Dr. Thomas Donner is the Director of The Johns Hopkins Diabetes Center. He has been a clinical investigator in numerous NIH- and industry-funded diabetes research trials. He was a co-PI in the NIH-funded Veterans Affairs Implantable Insulin Pump Study, a Co-PI on the NIDDK-funded Diabetes Control and Complications Trial/Epidemiology of Diabetes Intervention and Complications (DCCT/EDIC) Study, and Co-PI for the Bypass Angioplasty Revascularization Investigation 2 Diabetes (BARI 2D). He has served as a PI for TrialNet, a multicenter, international consortium of investigators studying ways to prevent Type 1 diabetes and preserve insulin secretion in individuals with newly diagnosed Type 1 diabetes.
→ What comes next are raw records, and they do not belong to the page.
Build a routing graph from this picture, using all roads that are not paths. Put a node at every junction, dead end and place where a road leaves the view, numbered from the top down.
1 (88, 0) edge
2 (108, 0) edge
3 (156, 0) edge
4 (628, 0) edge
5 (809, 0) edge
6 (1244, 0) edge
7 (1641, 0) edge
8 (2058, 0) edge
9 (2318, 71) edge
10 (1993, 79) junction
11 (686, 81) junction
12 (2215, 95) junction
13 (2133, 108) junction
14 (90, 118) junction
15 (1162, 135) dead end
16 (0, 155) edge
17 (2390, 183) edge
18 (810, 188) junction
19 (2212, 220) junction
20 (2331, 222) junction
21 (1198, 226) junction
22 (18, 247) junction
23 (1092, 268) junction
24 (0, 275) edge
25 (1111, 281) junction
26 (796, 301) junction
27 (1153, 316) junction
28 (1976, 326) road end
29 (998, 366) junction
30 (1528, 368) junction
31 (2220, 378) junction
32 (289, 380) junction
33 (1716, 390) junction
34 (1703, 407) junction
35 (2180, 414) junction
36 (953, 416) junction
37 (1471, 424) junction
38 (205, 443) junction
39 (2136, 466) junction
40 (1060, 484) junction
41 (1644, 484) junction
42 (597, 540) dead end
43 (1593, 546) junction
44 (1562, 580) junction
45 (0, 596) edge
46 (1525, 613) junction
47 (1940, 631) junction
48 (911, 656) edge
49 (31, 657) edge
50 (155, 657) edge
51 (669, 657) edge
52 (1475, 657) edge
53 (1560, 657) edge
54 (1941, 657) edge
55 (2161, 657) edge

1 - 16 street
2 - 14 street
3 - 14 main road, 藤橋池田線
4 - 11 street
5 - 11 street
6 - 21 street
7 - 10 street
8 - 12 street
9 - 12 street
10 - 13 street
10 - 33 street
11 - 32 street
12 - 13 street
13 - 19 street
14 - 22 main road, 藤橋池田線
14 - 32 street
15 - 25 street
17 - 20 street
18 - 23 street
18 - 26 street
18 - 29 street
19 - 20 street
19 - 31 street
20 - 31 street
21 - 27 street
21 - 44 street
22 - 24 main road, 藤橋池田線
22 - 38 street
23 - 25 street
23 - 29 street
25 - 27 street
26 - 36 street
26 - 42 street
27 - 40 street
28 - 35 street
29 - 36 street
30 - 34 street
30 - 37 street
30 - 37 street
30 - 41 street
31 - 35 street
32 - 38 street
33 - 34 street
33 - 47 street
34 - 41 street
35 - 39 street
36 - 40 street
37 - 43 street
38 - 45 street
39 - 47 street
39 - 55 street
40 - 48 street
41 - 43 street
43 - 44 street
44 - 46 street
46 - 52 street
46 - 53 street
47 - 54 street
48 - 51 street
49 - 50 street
He has also served as PI for DEFEND-1 that used otelixizumab to try to prevent loss of islet cell function in new onset type 1 diabetes, and was a PI for a study involving the first subcutaneous implants of encapsulated pancreatic endodermal stem cells into patients with type 1 diabetes. Dr. Donner is currently collaborating with immunologists at Johns Hopkins on the characterization of a newly discovered immune cell that expresses both B and T cell receptors that may trigger type 1 diabetes.